Lawmakers from both parties and both houses are working on a brand new bill; basically starting from scratch. They say it's the one which will finally get our state out of its financial black hole.
"We all know we are in a really, really difficult predicament money-wise."
So, state lawmakers have a new plan to fix that. They want older public employees to pay in more, retire later in life and get smaller cost-of-living increases. New teachers would be on a hybrid system similar to 401K.
It also includes a cost shift away from the state for workers at universities and downstate school districts; something that's been a roadblock for reform. But, now the state would stop paying for anyone hired after January 1, 2014, which lets the switch happen over time.
"We know these changes are really significant, but that's the level of changes which need to occur in order to fix the problem."

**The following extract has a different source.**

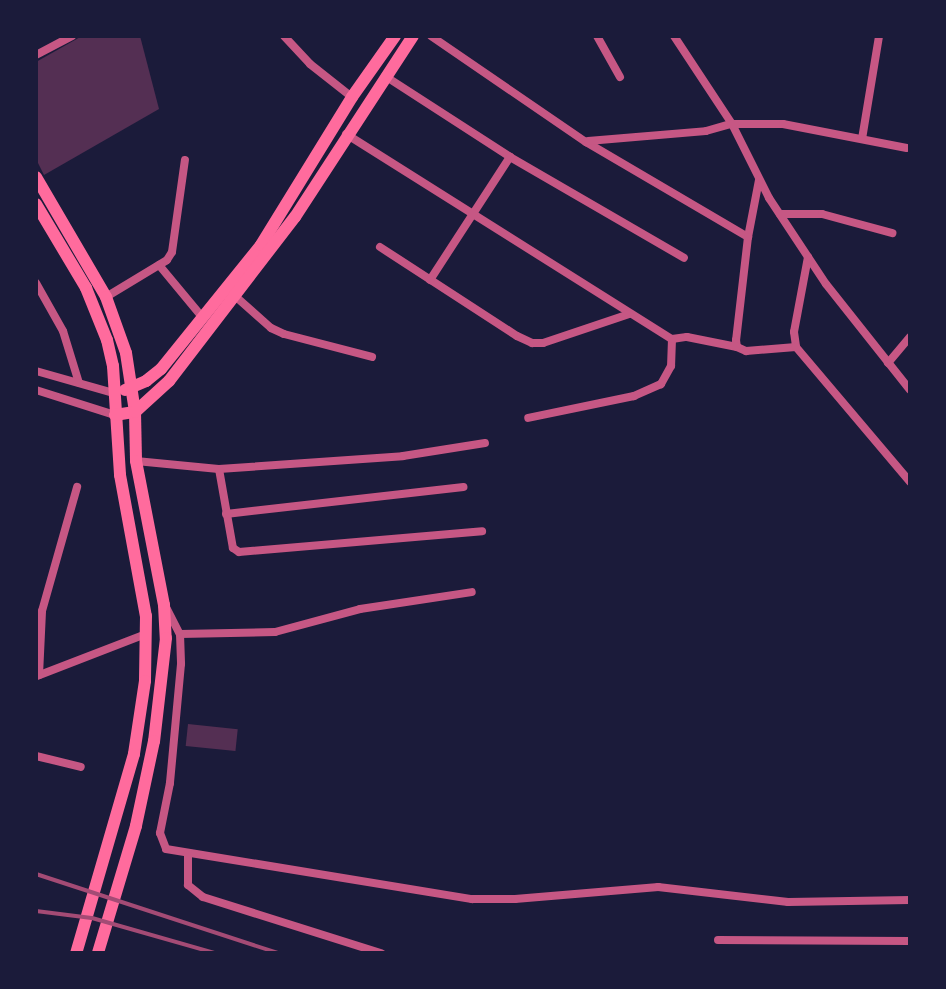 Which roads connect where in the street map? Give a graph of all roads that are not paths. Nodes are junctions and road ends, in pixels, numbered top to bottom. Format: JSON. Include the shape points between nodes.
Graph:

The problem is costing the state $17-million each day. Instead, this plan would save money and get the state's budget moving in the right direction.
"If we had been able to pass this bill a year ago, and it had become law, we would have cut our pension payment down by $2-billion."
It means $2-billion more for other state services. Critics argue the changes aren't fair though and worry it could mean no pensions at all down the road. But, lawmakers say under this plan, that won't happen.
"It's the only way we think, as a state, we can sustain a pension system and take care of our employees at the same time."
Lawmakers say they're feeling good about this one since it's the only plan, so far, where they've had support from both parties in both houses. The House is set to take up a debate starting Thursday.